In this context, Turnbull’s emphasis on Australia’s “regionally superior submarines” is equally curious, given that by the time they are built and in service (beginning 2030), other regional countries, such as Indonesia, on track to become far more wealthy than it is today, could have acquired the same or better simply by buying newer advanced boats from France. DCNS currently supplies Malaysia with a different, lower grade submarine (Scorpène-class) and there are reports from 2015 that Indonesia is interested in buying the Scorpène-class submarine as well. But thankfully, Indonesia (more of a maritime state than Australia) does not yet see acquisition of naval power as of such overriding importance relative to national economic development as Australia appears to.

Moreover, by 2030, regional anti-submarine capabilities will be far superior to what they are today, in part as a direct result of the Australian build. These considerations are not surprising but merely speak to the imprudence of trumpeting an imagined military superiority in the region for just one weapons platform (submarine v. submarine). As a military planning concept this is not defensible and as a diplomatic theme it is quite imprudent.

As a national development strategy — submarines at A$50 billion compared with civil infrastructure for the same price — well, Australia simply has not had that debate. For a little more than the likely eventual price of the submarines (estimated variously between A$50 billion and A$100 billion), Australia could have a high speed rail system costed very provisionally at A$112 billion, that would, on balance over the long term, do more for our national security in economic terms than the submarines ever will.

If somehow China is the unmentioned threat behind the submarine decision, then the Australian government must say so. While some in the Pentagon and Australian think tanks would agree with such a view, there are as many specialists, with equal or greater expertise, who do not. In particular, the Office of Naval Intelligence in the United States and the United States Congressional Research Service present a picture of China’s likely naval interests and capabilities that impinge directly and negatively on Australian future interests in only one way: the regulation of military activity inside China’s exclusive economic zone.

Those sources suggest that China’s naval priorities actually support Australia’s most important naval interest: the protection of international merchant shipping. Both organizations do identify potential conflict scenarios (Taiwan and the South China Sea) involving China that may engage Australian interests. But few specialists, even among hawks in China and the United States, foresee a sustained military conflict (a war) with China in either location as likely.

Australia’s independent specialist community focused on the study of regional military capability, especially in China, has collapsed in the past 15 years (since 2001) in part because of the country’s engagements in the Middle East and Afghanistan and in part because Australia’s own region has been very peaceful. We can see the fruits of that collapse in East Asian military expertise in the weakness of the government’s justification of the massive spend on 12 new submarines. Its explanations appear to owe more to strategic realities of the past than they do to knowledge of the present or the likely shape of our regional future.
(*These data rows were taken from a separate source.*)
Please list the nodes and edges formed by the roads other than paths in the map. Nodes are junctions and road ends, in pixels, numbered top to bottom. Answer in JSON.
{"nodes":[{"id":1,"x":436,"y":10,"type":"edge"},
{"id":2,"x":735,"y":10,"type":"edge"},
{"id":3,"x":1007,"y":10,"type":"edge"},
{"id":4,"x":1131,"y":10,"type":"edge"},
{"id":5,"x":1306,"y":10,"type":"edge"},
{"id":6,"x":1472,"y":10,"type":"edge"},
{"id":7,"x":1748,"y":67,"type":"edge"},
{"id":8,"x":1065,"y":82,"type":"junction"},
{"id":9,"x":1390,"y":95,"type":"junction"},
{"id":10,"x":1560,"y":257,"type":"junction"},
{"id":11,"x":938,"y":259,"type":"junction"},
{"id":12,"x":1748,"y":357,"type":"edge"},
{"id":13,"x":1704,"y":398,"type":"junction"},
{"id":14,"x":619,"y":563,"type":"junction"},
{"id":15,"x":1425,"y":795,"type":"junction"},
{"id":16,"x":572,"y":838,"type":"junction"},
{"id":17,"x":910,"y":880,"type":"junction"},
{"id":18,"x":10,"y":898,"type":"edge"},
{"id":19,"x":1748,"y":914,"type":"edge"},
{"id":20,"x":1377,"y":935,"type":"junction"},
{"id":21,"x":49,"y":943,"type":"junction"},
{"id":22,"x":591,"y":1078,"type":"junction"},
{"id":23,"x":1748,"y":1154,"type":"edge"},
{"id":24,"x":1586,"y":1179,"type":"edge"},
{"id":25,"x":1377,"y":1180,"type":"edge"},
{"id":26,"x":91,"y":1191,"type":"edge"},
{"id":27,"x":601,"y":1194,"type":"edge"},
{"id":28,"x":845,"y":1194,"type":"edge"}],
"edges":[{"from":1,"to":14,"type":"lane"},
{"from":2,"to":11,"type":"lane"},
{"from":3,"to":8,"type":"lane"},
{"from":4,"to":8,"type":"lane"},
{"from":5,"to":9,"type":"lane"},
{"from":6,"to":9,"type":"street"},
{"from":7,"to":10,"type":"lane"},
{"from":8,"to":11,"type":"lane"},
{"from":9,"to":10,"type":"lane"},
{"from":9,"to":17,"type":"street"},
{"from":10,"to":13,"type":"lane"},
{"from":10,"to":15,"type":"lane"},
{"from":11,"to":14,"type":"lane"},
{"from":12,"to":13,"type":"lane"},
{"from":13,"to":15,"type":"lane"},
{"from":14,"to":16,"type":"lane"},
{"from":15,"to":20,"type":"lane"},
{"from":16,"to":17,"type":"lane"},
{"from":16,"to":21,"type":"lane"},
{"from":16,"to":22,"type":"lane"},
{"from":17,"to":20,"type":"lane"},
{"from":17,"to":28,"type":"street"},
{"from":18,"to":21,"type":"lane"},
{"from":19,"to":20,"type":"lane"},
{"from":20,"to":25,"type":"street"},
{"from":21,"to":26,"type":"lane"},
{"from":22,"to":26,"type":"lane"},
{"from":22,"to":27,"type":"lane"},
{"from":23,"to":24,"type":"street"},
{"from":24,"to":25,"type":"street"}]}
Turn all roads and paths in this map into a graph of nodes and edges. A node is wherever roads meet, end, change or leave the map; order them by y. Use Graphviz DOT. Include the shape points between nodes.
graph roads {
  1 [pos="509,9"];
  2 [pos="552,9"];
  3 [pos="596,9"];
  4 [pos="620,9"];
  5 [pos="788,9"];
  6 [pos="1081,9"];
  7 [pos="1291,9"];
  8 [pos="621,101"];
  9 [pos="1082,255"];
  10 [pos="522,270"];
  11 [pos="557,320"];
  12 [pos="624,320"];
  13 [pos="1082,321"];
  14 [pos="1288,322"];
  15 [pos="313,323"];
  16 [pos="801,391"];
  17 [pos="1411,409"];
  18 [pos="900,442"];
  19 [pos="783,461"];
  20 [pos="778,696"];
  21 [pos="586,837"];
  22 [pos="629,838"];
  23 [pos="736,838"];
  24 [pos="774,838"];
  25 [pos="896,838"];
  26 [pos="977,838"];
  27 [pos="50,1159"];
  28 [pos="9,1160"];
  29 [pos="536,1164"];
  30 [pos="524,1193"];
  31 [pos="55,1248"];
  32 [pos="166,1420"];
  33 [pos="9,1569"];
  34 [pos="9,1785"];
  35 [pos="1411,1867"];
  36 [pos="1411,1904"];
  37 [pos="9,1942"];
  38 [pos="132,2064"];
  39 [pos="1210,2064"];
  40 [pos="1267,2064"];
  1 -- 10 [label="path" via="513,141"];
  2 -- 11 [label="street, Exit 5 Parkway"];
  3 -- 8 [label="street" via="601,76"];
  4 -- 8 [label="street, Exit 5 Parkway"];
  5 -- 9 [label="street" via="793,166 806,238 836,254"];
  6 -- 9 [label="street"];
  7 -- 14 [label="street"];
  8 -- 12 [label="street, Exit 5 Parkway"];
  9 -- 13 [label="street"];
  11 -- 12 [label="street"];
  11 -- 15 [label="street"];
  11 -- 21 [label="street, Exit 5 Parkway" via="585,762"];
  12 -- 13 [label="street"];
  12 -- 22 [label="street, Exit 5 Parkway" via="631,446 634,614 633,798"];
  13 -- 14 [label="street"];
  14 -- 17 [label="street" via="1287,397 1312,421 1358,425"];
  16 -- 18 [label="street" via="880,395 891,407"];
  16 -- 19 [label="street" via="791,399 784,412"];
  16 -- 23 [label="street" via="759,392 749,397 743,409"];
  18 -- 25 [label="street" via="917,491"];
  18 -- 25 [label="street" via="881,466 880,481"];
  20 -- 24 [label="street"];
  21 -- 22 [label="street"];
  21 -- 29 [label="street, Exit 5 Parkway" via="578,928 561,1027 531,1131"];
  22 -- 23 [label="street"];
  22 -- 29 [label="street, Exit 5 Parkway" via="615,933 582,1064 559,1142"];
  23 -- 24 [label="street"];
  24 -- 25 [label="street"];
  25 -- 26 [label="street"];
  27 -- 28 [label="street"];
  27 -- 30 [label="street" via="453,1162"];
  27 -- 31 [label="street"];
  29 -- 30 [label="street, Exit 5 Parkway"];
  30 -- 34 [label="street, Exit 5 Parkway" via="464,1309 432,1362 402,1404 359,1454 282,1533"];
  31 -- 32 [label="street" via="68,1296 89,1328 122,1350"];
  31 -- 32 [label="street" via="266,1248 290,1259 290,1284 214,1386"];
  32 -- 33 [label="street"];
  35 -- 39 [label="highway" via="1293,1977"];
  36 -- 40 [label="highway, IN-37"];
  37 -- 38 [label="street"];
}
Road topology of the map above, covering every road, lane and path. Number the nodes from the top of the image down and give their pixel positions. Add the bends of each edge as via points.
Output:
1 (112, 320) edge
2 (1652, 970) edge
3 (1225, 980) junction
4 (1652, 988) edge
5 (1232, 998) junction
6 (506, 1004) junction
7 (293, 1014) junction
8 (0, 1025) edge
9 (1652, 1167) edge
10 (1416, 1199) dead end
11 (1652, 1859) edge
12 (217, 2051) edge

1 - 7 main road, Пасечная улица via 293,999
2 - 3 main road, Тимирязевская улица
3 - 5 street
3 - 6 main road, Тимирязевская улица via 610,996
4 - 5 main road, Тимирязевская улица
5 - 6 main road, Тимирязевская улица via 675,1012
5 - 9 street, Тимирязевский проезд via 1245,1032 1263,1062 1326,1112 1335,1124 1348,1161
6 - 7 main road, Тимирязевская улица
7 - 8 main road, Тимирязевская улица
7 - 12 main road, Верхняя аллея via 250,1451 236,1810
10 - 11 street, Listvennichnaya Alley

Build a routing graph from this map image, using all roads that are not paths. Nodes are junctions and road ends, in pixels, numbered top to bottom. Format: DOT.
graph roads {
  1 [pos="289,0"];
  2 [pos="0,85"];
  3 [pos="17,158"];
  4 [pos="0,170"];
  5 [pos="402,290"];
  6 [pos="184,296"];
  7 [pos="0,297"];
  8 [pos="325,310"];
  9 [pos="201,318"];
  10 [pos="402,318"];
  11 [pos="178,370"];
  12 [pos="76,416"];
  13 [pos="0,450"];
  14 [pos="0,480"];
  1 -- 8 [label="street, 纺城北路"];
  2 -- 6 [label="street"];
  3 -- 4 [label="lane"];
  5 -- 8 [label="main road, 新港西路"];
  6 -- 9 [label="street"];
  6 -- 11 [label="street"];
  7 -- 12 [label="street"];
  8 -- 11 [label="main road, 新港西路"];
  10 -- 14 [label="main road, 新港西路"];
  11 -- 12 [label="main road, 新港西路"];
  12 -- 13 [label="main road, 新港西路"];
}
The country probably needs a regionally superior cyber-enabled and balanced military force across all services before it needs a force of 12 submarines. We can expect that the Australian government will come to see that. In the absence of a direct military threat to the Australian mainland, the projected submarine spend of A$50 billion is almost certainly unsustainable in political terms. The eventual build through the 2020s and 2030s of new Australian submarines will almost certainly be closer to six boats than 12.

Dr Greg Austin is a Professorial Fellow with the EastWest Institute in New York and a Professor at the Australian Centre for Cyber Security at UNSW Canberra.